The 612-page report,
the organization's 20th annual review of human rights practices around
the globe, summarizes major human rights issues in more than 90 nations
and territories worldwide, including 15 countries in the Middle East
and North Africa.
"The year 2009 was one of the missed opportunities for women and
migrants in the region," said Sarah Leah Whitson, Middle East director
at Human Rights Watch."For human rights defenders, their small space
for maneuvering shrank even further."
The studies detail missed opportunities on women's rights in Jordan,
Lebanon, Saudi Arabia, and Syria; ineffective measures to protect
migrant domestic workers in Jordan, Lebanon, and Saudi Arabia; torture
of suspects in custody in Lebanon, Saudi Arabia, and Syria; and
repression of human rights defenders in Saudi Arabia, Syria, and Yemen.
Saudi Arabia discriminated against its Shi'a population and Syria
against its Kurds; Lebanon disregarded the plight of its Palestinian
refugees; and Jordan stripped some Jordanians of Palestinian origin of
their Jordanian nationality. Yemen's government committed violations in
the civil war in the north and the social unrest in the south.
"Middle East governments should publicly set out their human rights
agenda for 2010," Whitson said, "and expect to be measured against
their achievements."
Middle Eastern governments responded weakly to calls to curb
violence against women. Perpetrators of so-called honor killings in
Jordan (where there were at least 20 such killings), and in Syria (at
least 12), benefit from legal provisions that mitigate their
punishments, even though Syria closed a legal loophole that allowed
such perpetrators to avoid criminal sanction altogether. Domestic abuse
went largely unpunished in Saudi Arabia and Yemen. In Lebanon and
Jordan, where domestic abuse can be tried as assault, protection
mechanisms for women are largely inadequate and ineffective.

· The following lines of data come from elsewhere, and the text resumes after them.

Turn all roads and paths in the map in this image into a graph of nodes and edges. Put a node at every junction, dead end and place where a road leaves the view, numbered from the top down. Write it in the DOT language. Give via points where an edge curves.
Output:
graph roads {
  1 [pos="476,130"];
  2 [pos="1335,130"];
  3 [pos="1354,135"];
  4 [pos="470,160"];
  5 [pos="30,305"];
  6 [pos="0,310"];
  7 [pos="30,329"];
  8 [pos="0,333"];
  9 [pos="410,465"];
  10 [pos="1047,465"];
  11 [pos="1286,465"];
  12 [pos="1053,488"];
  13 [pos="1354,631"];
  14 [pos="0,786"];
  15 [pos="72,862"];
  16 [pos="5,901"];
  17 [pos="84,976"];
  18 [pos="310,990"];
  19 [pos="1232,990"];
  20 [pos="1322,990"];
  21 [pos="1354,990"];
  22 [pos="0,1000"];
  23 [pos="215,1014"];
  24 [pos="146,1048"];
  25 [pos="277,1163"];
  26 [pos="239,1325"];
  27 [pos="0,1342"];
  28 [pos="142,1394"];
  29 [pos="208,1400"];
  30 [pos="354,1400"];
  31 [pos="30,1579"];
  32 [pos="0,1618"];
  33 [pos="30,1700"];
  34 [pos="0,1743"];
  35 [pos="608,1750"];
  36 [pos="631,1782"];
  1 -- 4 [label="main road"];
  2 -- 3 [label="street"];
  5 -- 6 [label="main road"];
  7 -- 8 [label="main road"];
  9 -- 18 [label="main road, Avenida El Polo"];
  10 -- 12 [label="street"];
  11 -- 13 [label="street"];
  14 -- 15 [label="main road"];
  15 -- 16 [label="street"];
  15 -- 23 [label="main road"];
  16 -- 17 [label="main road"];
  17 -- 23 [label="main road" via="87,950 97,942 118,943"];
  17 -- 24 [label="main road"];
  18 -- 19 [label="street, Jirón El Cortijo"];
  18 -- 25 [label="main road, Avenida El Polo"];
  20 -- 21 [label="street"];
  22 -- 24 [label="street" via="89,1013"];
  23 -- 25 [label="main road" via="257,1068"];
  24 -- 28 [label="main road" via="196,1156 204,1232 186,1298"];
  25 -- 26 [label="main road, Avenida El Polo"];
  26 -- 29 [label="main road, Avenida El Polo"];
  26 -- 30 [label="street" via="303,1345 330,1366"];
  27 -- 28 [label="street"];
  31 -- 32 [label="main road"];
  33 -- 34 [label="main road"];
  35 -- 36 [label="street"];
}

Despite their increasing participation in public life, women faced
discrimination in personal status, nationality, and penal laws. In
Lebanon, Syria, Jordan, and Saudi Arabia, women cannot confer their
nationality either on foreign spouses or their children. Saudi women
require a male guardian's approval for travel, study or work, and to
receive health care in certain circumstances. Saudi Arabia promised to
abolish the male legal guardianship system over women, but failed to
take steps to do so.
Migrant domestic workers in the Middle East faced exploitation and
abuse by employers, including excessive work hours, non-payment of
wages, and restrictions on their liberty. Governments adopted some
measures to reduce the abuse but did not enforce them. Jordan issued
regulations providing certain rights to migrant domestic workers after
becoming the first Middle Eastern country in 2008 to include them under
the labor law. However, these regulations fell short of international
standards, and allow for an employer to confine a worker in the
employer's house.
In January in Lebanon, the Labor Ministry put in effect tighter
regulations for employment agencies and a standard employment contract
that clarifies certain terms and conditions of employment for domestic
workers, such as the maximum number of daily working hours. However,
the rules have no enforcement mechanisms. Suicides and botched escape
attempts killed many migrant domestic workers in Lebanon, with eight
deaths in October alone.
In Saudi Arabia, Syria, and Yemen, human rights defenders paid a
heavy price for their activities. Syrian State Security detained
Muhannad al-Hasani, president of the Syrian Human Rights Organization
in July, and Haytham al-Maleh, a prominent human rights lawyer, 78, in
October, and later charged them with "weakening national sentiment."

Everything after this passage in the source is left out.